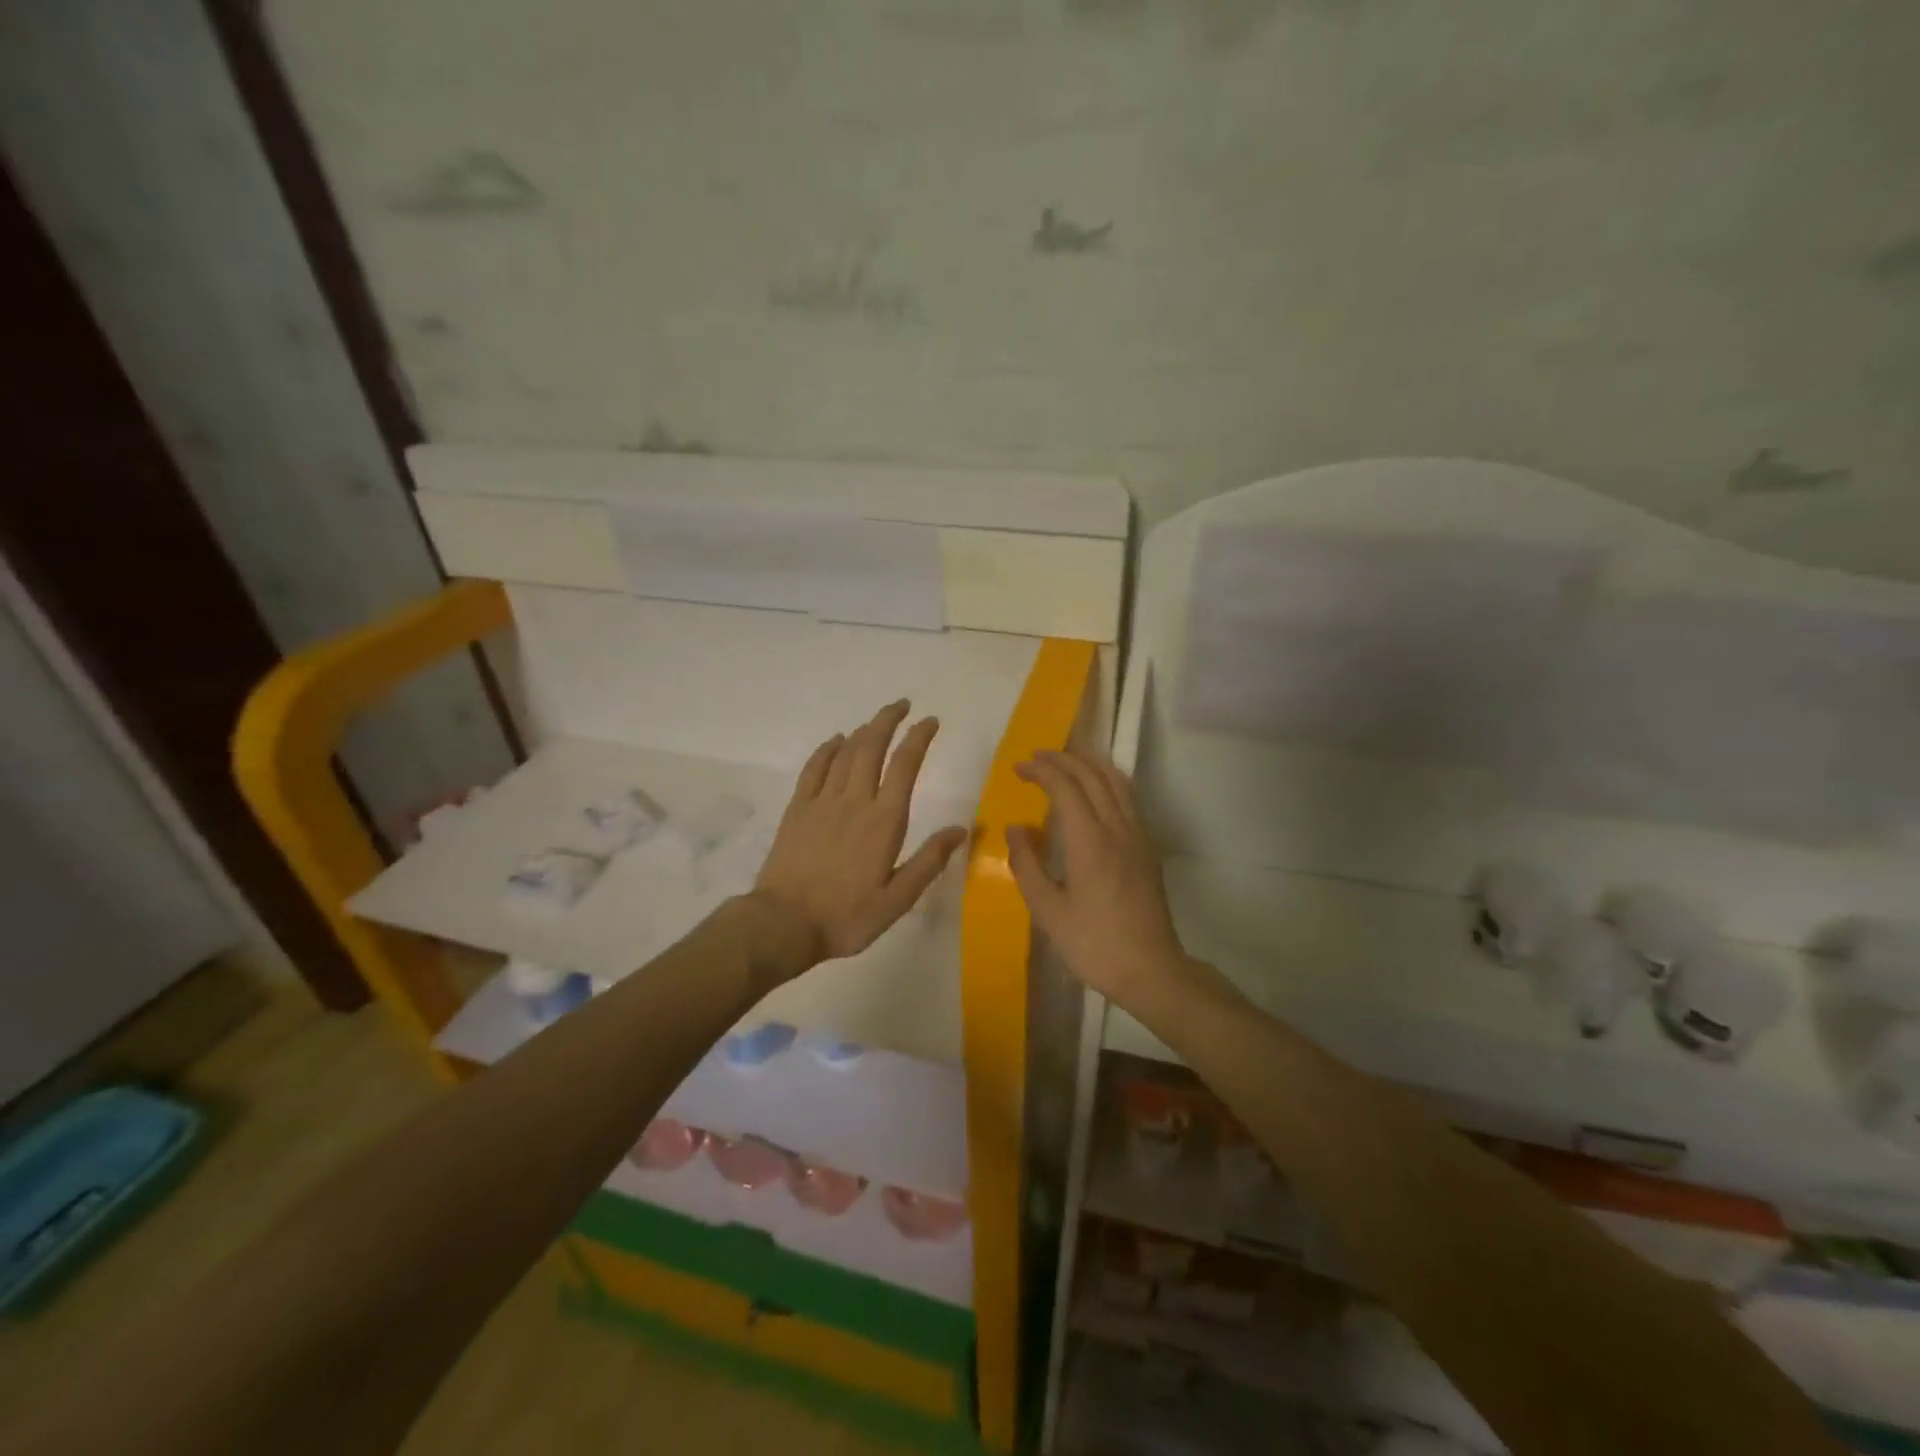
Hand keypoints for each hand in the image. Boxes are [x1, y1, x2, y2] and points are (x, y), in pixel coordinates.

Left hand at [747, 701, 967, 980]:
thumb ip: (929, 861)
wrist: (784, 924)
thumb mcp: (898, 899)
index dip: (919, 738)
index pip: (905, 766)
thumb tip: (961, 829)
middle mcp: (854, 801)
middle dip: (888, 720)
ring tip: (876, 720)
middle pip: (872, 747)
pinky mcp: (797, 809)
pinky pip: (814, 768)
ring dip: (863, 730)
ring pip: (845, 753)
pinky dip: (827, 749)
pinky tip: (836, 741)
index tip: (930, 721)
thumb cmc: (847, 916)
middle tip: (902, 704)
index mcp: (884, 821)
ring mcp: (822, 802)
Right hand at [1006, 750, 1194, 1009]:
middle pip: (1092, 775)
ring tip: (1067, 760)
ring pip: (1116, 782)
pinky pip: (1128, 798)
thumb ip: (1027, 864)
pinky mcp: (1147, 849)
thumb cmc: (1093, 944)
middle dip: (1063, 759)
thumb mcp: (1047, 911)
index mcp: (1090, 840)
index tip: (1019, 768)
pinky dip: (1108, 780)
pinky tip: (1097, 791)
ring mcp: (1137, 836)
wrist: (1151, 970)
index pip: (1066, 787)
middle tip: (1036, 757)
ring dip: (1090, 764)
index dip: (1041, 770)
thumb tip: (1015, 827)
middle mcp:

________

» Description of the task:
Restate each entry word for word; omit the pictures.

» Your solution:
Hand keypoints for each hand in the image. Boxes are [x1, y1, x2, y2] and points are (x, y), in pixel coordinates.

Left hand at [747, 701, 967, 980]:
thumb ip: (929, 861)
wrist: (784, 924)
thumb mcp: (898, 899)
index dip: (919, 738)
index pip: (905, 766)
thumb tip: (961, 829)
middle mcp: (854, 801)
middle dip: (888, 720)
ring tip: (876, 720)
middle pip: (872, 747)
pinky mcp: (797, 809)
pinky pip: (814, 768)
ring dip: (863, 730)
ring pip: (845, 753)
pinky dip: (827, 749)
pinky tip: (836, 741)
index tip: (930, 721)
thumb cmc: (847, 916)
middle tip: (902, 704)
index mcp: (884, 821)
ring mcp: (822, 802)
Right hand at [1006, 750, 1194, 1009]:
middle pip: (1092, 775)
ring tip: (1067, 760)
ring pip: (1116, 782)
pinky pip: (1128, 798)
thumb ip: (1027, 864)
pinky mcp: (1147, 849)
thumb cmc: (1093, 944)
middle dip: (1063, 759)
thumb mcp: (1047, 911)
index mcp: (1090, 840)
index tip: (1019, 768)
pinky dip: (1108, 780)
pinky tip: (1097, 791)
ring mcp: (1137, 836)
wrist: (1151, 970)
index pip: (1066, 787)
middle tip: (1036, 757)
ring dip: (1090, 764)
index dip: (1041, 770)
thumb tip: (1015, 827)
middle mcp:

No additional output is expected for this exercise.